Question

I cannot believe I'm the first person to go through this thought process, so I'm wondering if anyone can help me out with it.

Current situation: developers write a web site, operations deploy it. Once deployed, a developer Smoke Tests it, to make sure the deployment went smoothly.

To me this feels wrong, it essentially means it takes two people to deploy an application; in our case those two people are on opposite sides of the planet and timezones come into play, causing havoc. But the fact remains that developers know what the minimum set of tests is and that may change over time (particularly for the web service portion of our app). Operations, with all due respect to them (and they would say this themselves), are button-pushers who need a set of instructions to follow.

The manual solution is that we document the test cases and operations follow that document each time they deploy. That sounds painful, plus they may be deploying different versions to different environments (specifically UAT and Production) and may need a different set of instructions for each.

On top of this, one of our near-future plans is to have an automated daily deploy environment, so then we'll have to instruct a computer as to how to deploy a given version of our app. I would dearly like to add to that instructions for how to smoke test the app.

Now developers are better at documenting instructions for computers than they are for people, so the obvious solution seems to be to use a combination of nUnit (I know these aren't unit tests per se, but it is a built-for-purpose test runner) and either the Watin or Selenium APIs to run through the obvious browser steps and call to the web service and explain to the Operations guys how to run those unit tests. I can do that; I have mostly done it already.

But wouldn't it be nice if I could make that process simpler still?

At this point, the Operations guys and the computer are going to have to know which set of tests relate to which version of the app and tell the nUnit runner which base URL it should point to (say, www.example.com = v3.2 or test.example.com = v3.3).

Wouldn't it be nicer if the test runner itself had a way of giving it a base URL and letting it download say a zip file, unpack it and edit a configuration file automatically before running any test fixtures it found in there?

Is there an open source app that would do that? Is there a need for one? Is there a solution using something other than nUnit, maybe Fitnesse?

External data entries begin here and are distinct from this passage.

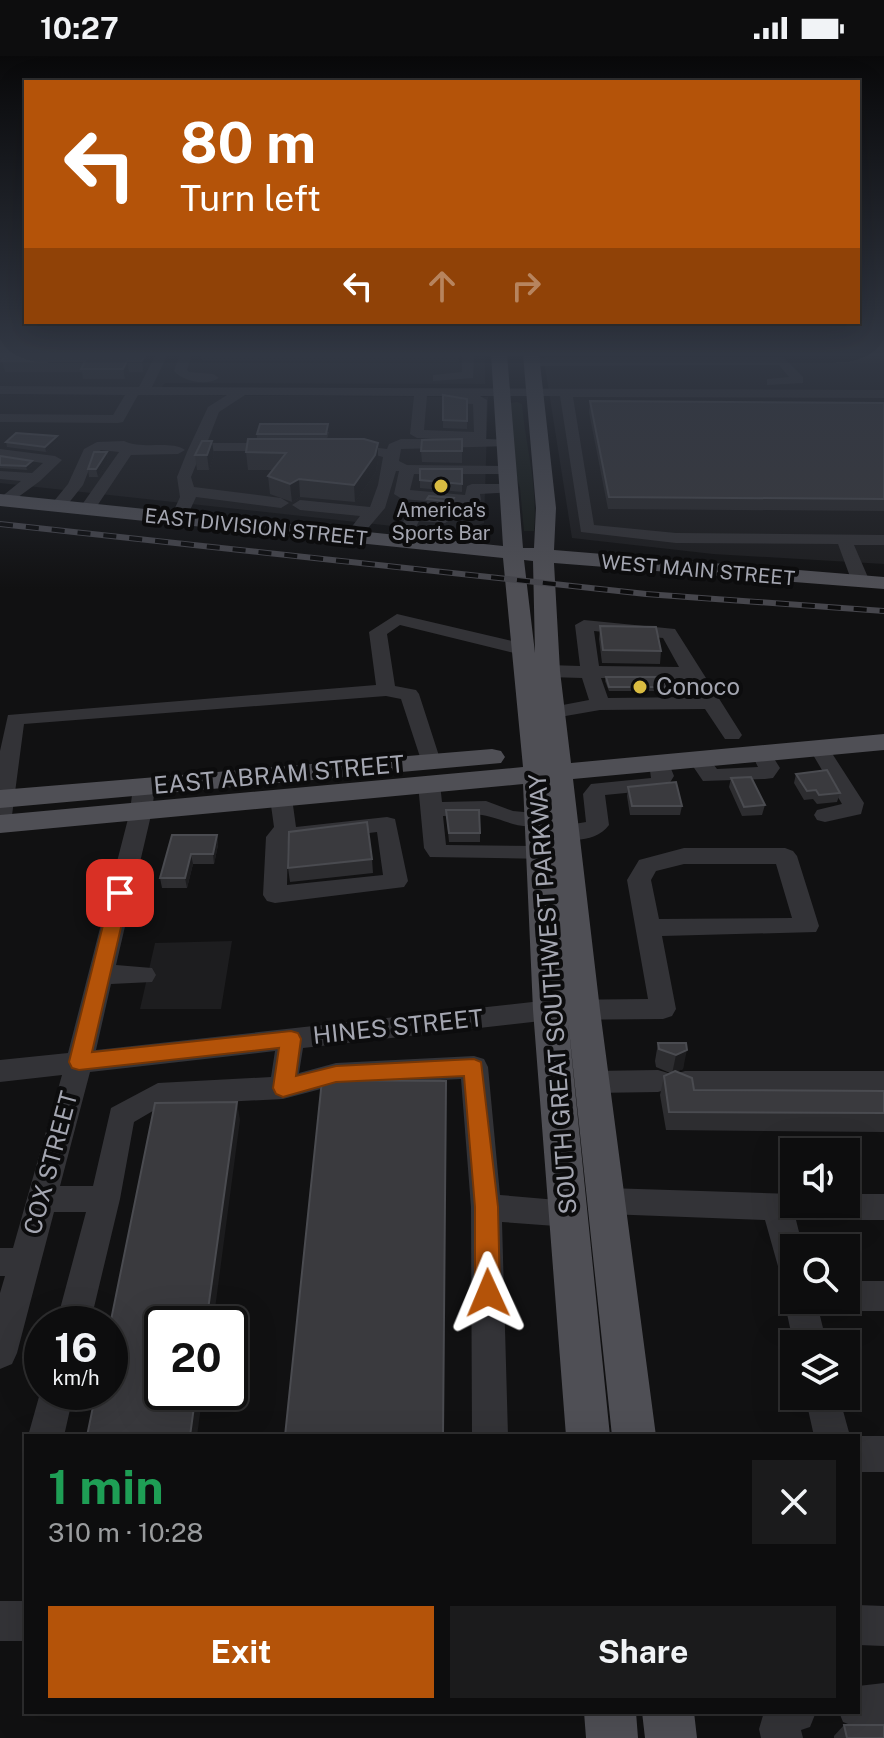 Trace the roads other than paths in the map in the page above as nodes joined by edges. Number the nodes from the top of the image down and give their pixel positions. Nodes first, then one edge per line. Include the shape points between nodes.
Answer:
1 (204, 432) edge
2 (417, 432) edge
3 (480, 432) edge
4 (505, 432) edge
5 (538, 432) edge
6 (572, 432) edge
7 (506, 443) junction
8 (292, 448) edge
9 (333, 448) edge
10 (198, 449) junction
11 (178, 450) dead end
12 (126, 451) junction
13 (0, 453) edge
14 (540, 455) junction
15 (576, 455) junction
16 (407, 469) junction
17 (0, 475) edge
18 (35, 478) junction
19 (508, 480) junction
20 (186, 491) junction
21 (3, 500) edge
22 (281, 503) edge
23 (300, 505) dead end
24 (58, 506) junction
25 (87, 509) junction
26 (373, 512) junction
27 (445, 518) dead end
28 (178, 519) junction
29 (510, 520) junction
30 (586, 521) junction
31 (662, 522) dead end
32 (352, 537) junction
33 (844, 540) junction
34 (884, 540) edge
35 (401, 542) junction
36 (437, 546) junction
37 (513, 553) junction
38 (542, 556) junction
39 (861, 582) junction
40 (884, 583) edge
41 (522, 649) junction
42 (548, 671) junction
43 (590, 672) junction
44 (692, 673) junction
45 (386, 690) junction
46 (711, 703) junction
47 (600, 704) junction
48 (554, 712) junction
49 (884, 721) edge
50 (732, 735) junction
51 (884, 742) edge
52 (767, 746) junction
53 (819, 748) junction
54 (547, 763) junction
55 (660, 763) junction
56 (430, 785) junction
57 (281, 798) junction
58 (142, 799) junction
59 (1, 811) edge
60 (825, 815) dead end
61 (547, 835) junction
62 (277, 837) junction
63 (648, 928) junction
64 (100, 974) junction
65 (143, 975) dead end
66 (567, 1010) junction
67 (291, 1039) junction
68 (79, 1062) junction
69 (11, 1070) edge
70 (593, 1082) junction
71 (884, 1082) edge
72 (283, 1088) junction
73 (42, 1199) junction
74 (105, 1199) junction
75 (607, 1201) junction
76 (486, 1207) junction
77 (777, 1207) junction
78 (884, 1207) edge
79 (569, 1214) junction
80 (784, 1234) edge
81 (12, 1262) edge
82 (860, 1296) edge
83 (884, 1296) edge
84 (78, 1306) edge
85 (0, 1353) edge
86 (52, 1410) edge
87 (826, 1410) edge
88 (46, 1434) edge
89 (490, 1434) edge
90 (588, 1434) edge
91 (634, 1434) edge
92 (832, 1434) edge
93 (860, 1454) edge
94 (884, 1454) edge
95 (0, 1621) edge
96 (24, 1621) edge
97 (860, 1625) edge
98 (884, 1626) edge
99 (884, 1704) edge
100 (860, 1707) edge
101 (610, 1714) edge
102 (668, 1714) edge
103 (788, 1714) edge
104 (612, 1738) edge
105 (671, 1738) edge
106 (782, 1738) edge

1 - 10 street
2 - 3 street
4 - 7 main road, SOUTH GREAT SOUTHWEST PARKWAY
5 - 14 main road, SOUTH GREAT SOUTHWEST PARKWAY
6 - 15 street
7 - 16 street via 401,443 394,447 392,461
7 - 19 main road, SOUTH GREAT SOUTHWEST PARKWAY
8 - 10 street
9 - 26 street via 374,449 390,455 389,476
10 - 20 street via 184,477
11 - 12 street
12 - 24 street via 124,445 109,445 89,452 75,485
12 - 25 street
13 - 18 street via 55,460
14 - 15 street
14 - 38 main road, SOUTH GREAT SOUTHWEST PARKWAY via 546,508
15 - 30 street
16 - 19 street
16 - 19 street via 402,494 473,500 472,489
17 - 18 street
18 - 21 street
19 - 29 main road, SOUTH GREAT SOUTHWEST PARKWAY
20 - 22 street
20 - 28 street
21 - 24 main road, EAST DIVISION STREET
23 - 26 street
24 - 25 main road, EAST DIVISION STREET
25 - 28 main road, EAST DIVISION STREET
26 - 32 street
27 - 35 street via 414,516
28 - 32 main road, EAST DIVISION STREET
29 - 36 main road via 482,537
29 - 37 main road, SOUTH GREAT SOUTHWEST PARKWAY
30 - 31 street
30 - 33 street via 587,529 633,535
32 - 35 main road, EAST DIVISION STREET
33 - 34 street
33 - 39 street
35 - 36 main road, EAST DIVISION STREET
36 - 37 main road, EAST DIVISION STREET
37 - 38 main road, WEST MAIN STREET
37 - 41 main road, SOUTH GREAT SOUTHWEST PARKWAY
38 - 39 main road, WEST MAIN STREET
38 - 42 main road, SOUTH GREAT SOUTHWEST PARKWAY
39 - 40 main road, WEST MAIN STREET
41 - 45 street via 397,619 378,632
41 - 54 main road, SOUTH GREAT SOUTHWEST PARKWAY
42 - 43 street
42 - 48 main road, SOUTH GREAT SOUTHWEST PARKWAY
43 - 44 street
43 - 44 street via 584,625 669,633
43 - 47 street
44 - 46 street
45 - 56 street via 409,694
45 - 59 street via 15,719
46 - 47 street
46 - 50 street
47 - 48 street
48 - 54 main road, SOUTH GREAT SOUTHWEST PARKWAY
49 - 52 main road
50 - 52 main road
50 - 54 main road
51 - 53 main road
52 - 53 main road
52 - 55 main road
53 - 60 street via 853,803 853,809
54 - 55 main road
54 - 56 main road, EAST ABRAM STREET
54 - 61 main road, SOUTH GREAT SOUTHWEST PARKWAY
55 - 61 street via 663,776 658,784 599,789 594,794 598,825 585,832
56 - 57 main road, EAST ABRAM STREET
56 - 58 main road, EAST ABRAM STREET
56 - 61 street
56 - 61 street via 438,852
57 - 58 main road, EAST ABRAM STREET
57 - 62 street via 285,829
58 - 59 main road, EAST ABRAM STREET
58 - 64 street, COX STREET
61 - 66 main road, SOUTH GREAT SOUTHWEST PARKWAY
62 - 62 street via 275,895 396,881 387,824
63 - 63 street via 639,880 647,865 684,856 785,856 807,926
63 - 66 street, HINES STREET via 663,1009
64 - 65 street
64 - 68 street, COX STREET
66 - 67 street, HINES STREET
66 - 70 main road, SOUTH GREAT SOUTHWEST PARKWAY
66 - 79 main road, SOUTH GREAT SOUTHWEST PARKWAY
67 - 68 street, HINES STREET
67 - 72 street
68 - 69 street, HINES STREET
68 - 73 street, COX STREET
70 - 71 street
70 - 75 main road, SOUTH GREAT SOUTHWEST PARKWAY
72 - 74 street via 158,1094 121,1116
72 - 76 street via 336,1074 474,1067
73 - 74 street
73 - 81 street, COX STREET
74 - 84 street
75 - 77 street
75 - 91 main road, SOUTH GREAT SOUTHWEST PARKWAY
76 - 79 street
76 - 89 street
77 - 78 street
77 - 80 street
79 - 90 main road, SOUTH GREAT SOUTHWEST PARKWAY
81 - 85 street, COX STREET
82 - 83 street
86 - 88 street
87 - 92 street
93 - 94 street
95 - 96 street
97 - 98 street
99 - 100 street
101 - 104 main road
102 - 105 main road
103 - 106 street via 780,1729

For the record, I'm looking at .NET-based tools first because most of the developers are primarily .NET developers, but we're not married to it. If such a tool exists using other languages to write the tests, we'll happily adapt, as long as there is a test runner that works on Windows.

Was it helpful?

Solution 7

After much time wasted trying to make up an easier solution, we eventually tought the ops team how to use NUnit's Gui runner. This was easier than expected and is working fine.

OTHER TIPS

I worked in a smoke test writer for an asp.net application. We used QuickTest Pro, the automation of test runs was done with Quality Center (it was called Test Director.). This involved writing hundreds of test scripts that automate a web browser interacting with the web application. These tests where used validate a build before rolling it out on our production servers. Quality Center allows you to define a "pool" of test machines to allow you to run a large list of test scripts in a multi-threaded manner.

A more simplistic smoke test would be to log all errors/exceptions that the application produces and run a spider against the system. This will not obtain very "deep" code coverage, but smoke tests aren't meant for deep code coverage. This error logging should be apart of the production application to deal with errors as they come up. Bugs will always slip though the cracks and sadly enough the best testers will be your users.

I've used Selenium in the past to do these sort of smoke tests for web deployments. You can write a suite of test scripts and then run then against the same site in different environments.

I have also put some thought into this sequence and have proposed taking a declarative approach to deployment and verification, see here for my thoughts,

http://jimblogdog.blogspot.co.uk/2010/10/introducingdeclarative-deployment.html

I have also created some plugins to my open source project Wolfpack to automate this entire process. Essentially you package your "deployment smoke tests" as a NuGet package and publish it to your private NuGet feed. Wolfpack will automatically detect the new version of the package and download it, along with the NUnit.Runner NuGet package and unpack all the files. It will then silently run your tests using the NUnit console runner and parse the results into an alert that you can receive either by email, growl, hipchat etc.

http://wolfpack.codeplex.com/

http://wolfpackcontrib.codeplex.com/wikipage?title=NUnitDeploymentPublisher

Telerik has some free and not-free UI testing tools that can be ran in an automated way by anybody that might help with this too.

I don't know which VCS you're using, but you could write a solution that pulls a version-specific configuration file from the VCS through an intermediary service.

You could write an powershell script or an application that would download the config file from a web service or web app, passing the test URL as a parameter. The servers or app would be running on a machine with access to VCS, so it could return the file contents. Once retrieved, the script or app could then initiate the tests.

Typically, your nUnit tests are sufficient that if they all pass, the code base should be working fine. If you deploy the code, with passing nUnit tests, and encounter a failure on the website, then you need to add an additional nUnit that fails as well, for the same reason. Then, when you fix your code such that the nUnit is passing, you know that you have fixed the issue that the deployed code has. For this reason, most automatic build systems can be configured to automatically run all the nUnit tests first, and then 'fail' the build if any of the tests fail.